___ Given records ___

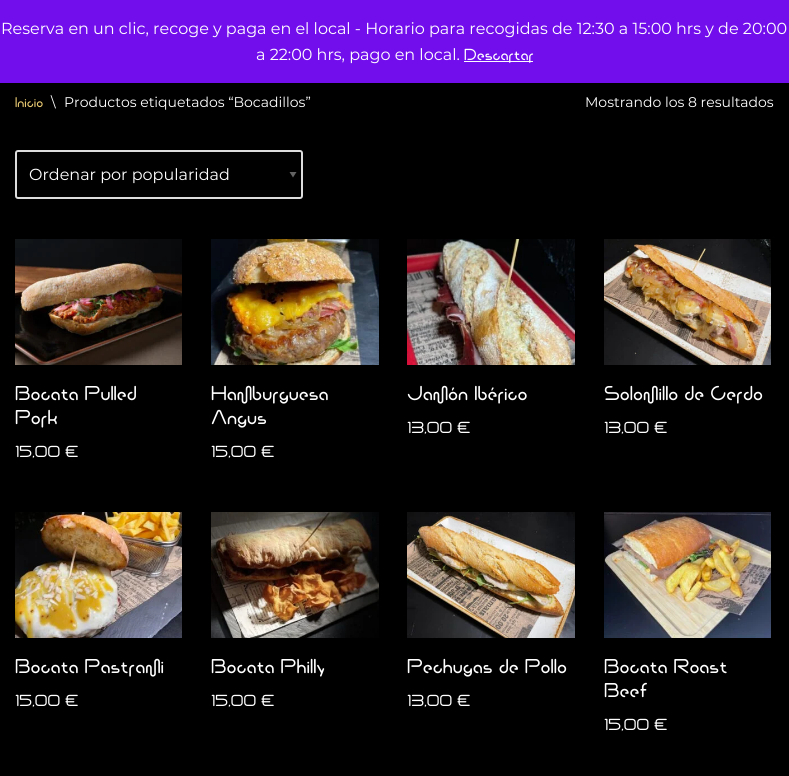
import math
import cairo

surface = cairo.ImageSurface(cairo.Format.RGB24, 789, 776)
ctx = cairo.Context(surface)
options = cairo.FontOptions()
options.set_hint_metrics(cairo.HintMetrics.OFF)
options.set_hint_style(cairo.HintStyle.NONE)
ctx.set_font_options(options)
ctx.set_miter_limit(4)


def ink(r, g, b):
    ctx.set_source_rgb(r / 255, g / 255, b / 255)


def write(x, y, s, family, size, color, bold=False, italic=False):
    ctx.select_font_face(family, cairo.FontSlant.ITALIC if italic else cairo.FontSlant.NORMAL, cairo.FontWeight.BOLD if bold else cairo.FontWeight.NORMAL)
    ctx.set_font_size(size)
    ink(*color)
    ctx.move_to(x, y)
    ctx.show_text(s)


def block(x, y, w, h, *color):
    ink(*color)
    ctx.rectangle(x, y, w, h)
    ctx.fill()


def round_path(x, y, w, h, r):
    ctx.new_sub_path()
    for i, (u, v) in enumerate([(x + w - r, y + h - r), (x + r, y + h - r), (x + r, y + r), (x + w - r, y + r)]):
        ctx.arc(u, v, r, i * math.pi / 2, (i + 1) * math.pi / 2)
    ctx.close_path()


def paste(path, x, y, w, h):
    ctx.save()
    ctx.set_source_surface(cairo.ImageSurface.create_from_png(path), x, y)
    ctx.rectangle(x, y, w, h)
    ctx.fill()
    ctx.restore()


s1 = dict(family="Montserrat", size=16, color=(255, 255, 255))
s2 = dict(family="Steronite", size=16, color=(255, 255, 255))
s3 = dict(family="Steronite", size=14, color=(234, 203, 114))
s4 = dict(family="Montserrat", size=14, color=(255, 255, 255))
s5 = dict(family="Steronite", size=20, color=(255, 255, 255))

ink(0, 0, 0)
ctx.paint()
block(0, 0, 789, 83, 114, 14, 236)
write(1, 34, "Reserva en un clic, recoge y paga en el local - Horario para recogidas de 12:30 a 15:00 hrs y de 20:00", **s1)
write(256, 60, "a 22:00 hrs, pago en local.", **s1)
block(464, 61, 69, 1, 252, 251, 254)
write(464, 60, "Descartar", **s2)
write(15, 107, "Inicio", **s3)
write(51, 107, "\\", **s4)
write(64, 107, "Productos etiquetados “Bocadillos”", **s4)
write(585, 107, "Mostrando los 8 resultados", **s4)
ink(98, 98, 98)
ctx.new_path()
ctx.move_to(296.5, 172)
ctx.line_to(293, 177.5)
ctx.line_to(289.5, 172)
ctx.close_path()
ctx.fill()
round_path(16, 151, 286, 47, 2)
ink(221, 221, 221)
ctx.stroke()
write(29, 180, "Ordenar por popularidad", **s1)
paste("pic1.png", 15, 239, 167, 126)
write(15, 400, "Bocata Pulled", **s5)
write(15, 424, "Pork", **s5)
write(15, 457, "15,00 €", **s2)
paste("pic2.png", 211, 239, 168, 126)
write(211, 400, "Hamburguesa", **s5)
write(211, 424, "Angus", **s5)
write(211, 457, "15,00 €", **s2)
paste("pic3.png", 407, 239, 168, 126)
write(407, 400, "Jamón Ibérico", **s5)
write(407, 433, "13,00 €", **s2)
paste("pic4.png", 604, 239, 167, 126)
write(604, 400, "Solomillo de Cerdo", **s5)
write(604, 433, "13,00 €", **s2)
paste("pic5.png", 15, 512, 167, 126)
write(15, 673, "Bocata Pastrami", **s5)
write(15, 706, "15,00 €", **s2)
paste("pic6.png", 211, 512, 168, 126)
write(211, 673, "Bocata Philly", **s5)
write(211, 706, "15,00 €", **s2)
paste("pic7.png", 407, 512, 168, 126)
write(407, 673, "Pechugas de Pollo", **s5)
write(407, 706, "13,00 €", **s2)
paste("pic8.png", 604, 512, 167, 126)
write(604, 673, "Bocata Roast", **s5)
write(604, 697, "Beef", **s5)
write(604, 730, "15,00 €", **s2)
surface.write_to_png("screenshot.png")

___

Return exactly, and only, the lines above starting at the line that contains "ctx.select_font_face(family, cairo.FontSlant.ITALIC if" and ending at the line that contains "ctx.restore()".

    ctx.select_font_face(family, cairo.FontSlant.ITALIC if italic else cairo.FontSlant.NORMAL, cairo.FontWeight.BOLD if bold else cairo.FontWeight.NORMAL)
    ctx.set_font_size(size)
    ink(*color)
    ctx.move_to(x, y)
    ctx.show_text(s)


def block(x, y, w, h, *color):
    ink(*color)
    ctx.rectangle(x, y, w, h)
    ctx.fill()


def round_path(x, y, w, h, r):
    ctx.new_sub_path()
    for i, (u, v) in enumerate([(x + w - r, y + h - r), (x + r, y + h - r), (x + r, y + r), (x + w - r, y + r)]):
        ctx.arc(u, v, r, i * math.pi / 2, (i + 1) * math.pi / 2)
    ctx.close_path()


def paste(path, x, y, w, h):
    ctx.save()
    ctx.set_source_surface(cairo.ImageSurface.create_from_png(path), x, y)
    ctx.rectangle(x, y, w, h)
    ctx.fill()
    ctx.restore()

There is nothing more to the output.